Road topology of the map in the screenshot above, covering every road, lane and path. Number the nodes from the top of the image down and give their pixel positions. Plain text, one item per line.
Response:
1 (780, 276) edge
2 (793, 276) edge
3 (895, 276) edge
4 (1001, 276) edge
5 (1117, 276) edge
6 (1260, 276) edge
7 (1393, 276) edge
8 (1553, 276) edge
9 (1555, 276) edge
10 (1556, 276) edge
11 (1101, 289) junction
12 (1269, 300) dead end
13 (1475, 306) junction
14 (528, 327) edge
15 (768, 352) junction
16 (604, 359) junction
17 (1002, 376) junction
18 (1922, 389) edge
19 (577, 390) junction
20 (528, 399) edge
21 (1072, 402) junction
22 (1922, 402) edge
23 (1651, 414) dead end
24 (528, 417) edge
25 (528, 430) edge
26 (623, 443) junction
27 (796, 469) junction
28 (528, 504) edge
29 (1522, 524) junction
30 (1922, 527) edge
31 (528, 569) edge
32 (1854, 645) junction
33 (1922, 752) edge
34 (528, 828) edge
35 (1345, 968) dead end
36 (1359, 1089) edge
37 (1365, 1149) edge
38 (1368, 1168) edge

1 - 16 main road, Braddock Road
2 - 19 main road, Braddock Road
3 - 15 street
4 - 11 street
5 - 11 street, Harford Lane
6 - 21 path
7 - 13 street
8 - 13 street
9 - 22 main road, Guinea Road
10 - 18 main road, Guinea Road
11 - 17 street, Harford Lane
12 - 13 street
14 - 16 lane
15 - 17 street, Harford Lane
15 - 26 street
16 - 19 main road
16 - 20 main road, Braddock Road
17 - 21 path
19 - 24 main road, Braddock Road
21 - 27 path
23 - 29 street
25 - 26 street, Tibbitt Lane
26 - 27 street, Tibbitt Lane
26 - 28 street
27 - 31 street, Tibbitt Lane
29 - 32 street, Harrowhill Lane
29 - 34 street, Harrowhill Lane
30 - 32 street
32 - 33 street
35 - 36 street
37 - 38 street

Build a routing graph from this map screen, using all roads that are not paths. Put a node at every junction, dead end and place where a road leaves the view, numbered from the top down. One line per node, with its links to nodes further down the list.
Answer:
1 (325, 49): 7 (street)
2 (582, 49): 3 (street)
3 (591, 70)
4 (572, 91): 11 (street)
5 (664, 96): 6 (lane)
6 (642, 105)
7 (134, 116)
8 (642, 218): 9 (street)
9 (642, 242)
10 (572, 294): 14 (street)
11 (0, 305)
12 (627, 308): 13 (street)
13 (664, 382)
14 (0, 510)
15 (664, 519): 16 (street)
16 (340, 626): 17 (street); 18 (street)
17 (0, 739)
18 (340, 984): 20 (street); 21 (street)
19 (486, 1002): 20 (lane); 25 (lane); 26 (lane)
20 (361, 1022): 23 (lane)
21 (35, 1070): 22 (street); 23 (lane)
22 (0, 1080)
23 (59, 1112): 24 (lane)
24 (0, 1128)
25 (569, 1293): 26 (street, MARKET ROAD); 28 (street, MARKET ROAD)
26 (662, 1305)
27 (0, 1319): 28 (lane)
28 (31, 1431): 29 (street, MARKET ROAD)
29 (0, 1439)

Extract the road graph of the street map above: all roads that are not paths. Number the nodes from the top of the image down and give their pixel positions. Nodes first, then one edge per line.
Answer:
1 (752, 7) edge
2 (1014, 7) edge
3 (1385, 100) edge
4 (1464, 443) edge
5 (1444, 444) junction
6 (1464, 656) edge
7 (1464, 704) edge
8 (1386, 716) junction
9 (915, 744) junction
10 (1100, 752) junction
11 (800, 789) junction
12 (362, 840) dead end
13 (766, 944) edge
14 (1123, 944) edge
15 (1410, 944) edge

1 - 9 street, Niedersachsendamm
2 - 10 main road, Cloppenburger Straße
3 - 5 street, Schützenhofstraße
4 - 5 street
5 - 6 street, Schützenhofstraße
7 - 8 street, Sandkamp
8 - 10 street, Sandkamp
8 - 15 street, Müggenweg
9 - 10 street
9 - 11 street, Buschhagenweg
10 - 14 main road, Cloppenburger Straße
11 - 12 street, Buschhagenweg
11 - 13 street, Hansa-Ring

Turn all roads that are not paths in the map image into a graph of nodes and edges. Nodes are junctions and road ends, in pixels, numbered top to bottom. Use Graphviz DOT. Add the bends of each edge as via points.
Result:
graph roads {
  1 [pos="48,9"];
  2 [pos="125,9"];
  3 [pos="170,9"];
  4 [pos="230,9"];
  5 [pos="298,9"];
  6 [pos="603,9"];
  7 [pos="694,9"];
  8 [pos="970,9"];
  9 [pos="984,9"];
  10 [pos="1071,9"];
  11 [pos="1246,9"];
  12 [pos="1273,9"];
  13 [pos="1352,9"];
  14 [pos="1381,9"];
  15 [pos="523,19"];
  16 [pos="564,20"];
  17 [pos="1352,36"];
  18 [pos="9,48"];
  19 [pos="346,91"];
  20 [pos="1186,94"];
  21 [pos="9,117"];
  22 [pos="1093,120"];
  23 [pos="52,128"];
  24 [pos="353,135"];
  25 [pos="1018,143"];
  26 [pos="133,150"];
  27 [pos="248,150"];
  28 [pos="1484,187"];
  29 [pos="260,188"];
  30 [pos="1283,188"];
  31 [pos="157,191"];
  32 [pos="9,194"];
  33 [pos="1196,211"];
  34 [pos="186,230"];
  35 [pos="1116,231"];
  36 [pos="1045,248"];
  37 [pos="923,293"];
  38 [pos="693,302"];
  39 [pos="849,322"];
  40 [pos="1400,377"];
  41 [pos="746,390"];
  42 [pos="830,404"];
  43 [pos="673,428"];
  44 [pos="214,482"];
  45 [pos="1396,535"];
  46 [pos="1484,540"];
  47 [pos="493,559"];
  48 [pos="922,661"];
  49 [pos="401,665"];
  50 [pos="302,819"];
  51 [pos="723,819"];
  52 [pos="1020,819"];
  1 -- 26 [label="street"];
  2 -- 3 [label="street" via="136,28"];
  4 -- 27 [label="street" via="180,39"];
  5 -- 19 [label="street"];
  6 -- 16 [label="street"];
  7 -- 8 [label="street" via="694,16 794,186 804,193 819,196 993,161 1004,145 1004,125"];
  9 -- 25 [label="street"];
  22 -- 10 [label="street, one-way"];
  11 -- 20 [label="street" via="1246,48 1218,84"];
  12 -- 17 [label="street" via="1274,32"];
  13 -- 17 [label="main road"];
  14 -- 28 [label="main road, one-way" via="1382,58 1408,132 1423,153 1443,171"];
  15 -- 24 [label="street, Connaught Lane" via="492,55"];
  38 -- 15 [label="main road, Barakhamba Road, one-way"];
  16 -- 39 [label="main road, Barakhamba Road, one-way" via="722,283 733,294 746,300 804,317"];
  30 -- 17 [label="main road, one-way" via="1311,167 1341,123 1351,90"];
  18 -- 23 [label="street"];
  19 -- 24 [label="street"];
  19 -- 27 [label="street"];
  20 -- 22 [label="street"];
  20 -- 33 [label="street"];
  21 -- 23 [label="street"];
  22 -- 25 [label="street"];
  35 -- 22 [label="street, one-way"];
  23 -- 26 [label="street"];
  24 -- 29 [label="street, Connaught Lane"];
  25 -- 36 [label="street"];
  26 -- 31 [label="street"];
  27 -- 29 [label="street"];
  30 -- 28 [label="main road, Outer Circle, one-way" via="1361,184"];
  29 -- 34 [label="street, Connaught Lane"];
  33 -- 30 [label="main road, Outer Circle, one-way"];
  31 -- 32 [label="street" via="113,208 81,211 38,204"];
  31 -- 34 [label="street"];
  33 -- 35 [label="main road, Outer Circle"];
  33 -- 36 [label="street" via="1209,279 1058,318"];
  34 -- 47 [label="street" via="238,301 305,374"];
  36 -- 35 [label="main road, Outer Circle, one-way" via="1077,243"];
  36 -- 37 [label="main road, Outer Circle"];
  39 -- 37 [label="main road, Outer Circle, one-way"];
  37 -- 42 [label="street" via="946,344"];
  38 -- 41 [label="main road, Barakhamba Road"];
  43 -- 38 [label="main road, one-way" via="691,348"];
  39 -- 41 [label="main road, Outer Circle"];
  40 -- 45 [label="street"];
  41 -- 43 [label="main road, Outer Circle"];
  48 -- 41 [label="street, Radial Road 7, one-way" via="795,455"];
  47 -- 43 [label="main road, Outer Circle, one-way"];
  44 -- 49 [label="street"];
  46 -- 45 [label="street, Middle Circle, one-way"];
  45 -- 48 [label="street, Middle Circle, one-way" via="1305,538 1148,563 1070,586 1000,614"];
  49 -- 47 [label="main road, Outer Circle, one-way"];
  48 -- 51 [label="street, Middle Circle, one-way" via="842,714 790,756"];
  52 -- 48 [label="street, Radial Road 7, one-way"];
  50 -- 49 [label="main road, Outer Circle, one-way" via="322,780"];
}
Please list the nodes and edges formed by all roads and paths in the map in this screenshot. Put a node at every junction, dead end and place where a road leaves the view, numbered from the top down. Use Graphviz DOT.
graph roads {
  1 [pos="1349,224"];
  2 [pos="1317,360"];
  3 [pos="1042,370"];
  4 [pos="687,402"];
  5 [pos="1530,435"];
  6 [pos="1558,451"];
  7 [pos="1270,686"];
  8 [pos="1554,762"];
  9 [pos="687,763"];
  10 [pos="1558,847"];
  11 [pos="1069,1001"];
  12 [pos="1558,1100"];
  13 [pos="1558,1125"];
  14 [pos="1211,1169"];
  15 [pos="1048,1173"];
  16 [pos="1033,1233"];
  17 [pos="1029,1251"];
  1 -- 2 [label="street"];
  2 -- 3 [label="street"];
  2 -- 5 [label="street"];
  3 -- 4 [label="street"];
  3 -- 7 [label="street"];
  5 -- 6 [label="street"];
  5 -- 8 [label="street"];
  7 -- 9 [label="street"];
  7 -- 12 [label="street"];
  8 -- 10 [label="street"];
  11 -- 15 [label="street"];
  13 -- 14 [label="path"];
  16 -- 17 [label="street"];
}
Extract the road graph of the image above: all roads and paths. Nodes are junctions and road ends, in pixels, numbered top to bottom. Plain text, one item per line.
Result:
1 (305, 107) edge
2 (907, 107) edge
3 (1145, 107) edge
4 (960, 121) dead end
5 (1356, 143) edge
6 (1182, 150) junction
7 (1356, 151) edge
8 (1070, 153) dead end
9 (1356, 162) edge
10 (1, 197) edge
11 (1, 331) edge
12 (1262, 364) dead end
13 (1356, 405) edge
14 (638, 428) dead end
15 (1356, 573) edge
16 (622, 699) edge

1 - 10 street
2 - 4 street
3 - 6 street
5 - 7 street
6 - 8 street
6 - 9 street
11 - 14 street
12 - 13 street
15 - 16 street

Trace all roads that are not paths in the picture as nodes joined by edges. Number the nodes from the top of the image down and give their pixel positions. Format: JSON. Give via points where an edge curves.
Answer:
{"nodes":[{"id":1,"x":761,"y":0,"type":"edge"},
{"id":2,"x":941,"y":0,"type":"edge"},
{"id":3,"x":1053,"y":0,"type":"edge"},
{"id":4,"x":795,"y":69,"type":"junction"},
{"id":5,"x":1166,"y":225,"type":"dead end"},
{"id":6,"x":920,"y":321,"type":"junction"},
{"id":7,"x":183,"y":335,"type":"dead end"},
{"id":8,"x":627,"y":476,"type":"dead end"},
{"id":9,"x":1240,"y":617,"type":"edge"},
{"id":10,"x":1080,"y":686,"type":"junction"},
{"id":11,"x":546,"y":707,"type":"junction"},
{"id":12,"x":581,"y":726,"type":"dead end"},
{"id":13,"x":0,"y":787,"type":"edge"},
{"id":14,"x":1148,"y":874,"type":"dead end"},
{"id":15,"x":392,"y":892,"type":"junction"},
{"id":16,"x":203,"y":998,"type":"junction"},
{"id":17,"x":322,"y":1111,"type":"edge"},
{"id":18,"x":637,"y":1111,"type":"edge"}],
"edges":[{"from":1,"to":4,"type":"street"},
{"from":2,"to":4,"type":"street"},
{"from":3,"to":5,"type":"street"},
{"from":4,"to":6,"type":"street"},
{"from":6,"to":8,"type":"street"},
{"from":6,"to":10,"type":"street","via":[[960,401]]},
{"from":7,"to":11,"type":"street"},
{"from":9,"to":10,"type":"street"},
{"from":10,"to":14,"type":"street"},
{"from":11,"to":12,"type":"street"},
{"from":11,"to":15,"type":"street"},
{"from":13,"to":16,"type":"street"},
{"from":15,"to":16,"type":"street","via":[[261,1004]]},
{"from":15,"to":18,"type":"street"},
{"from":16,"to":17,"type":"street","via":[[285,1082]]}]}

→ **Task item**
From the preceding material, count every line that contains the word "pixels". Reply with the number only.

→ **Response to this exercise**
2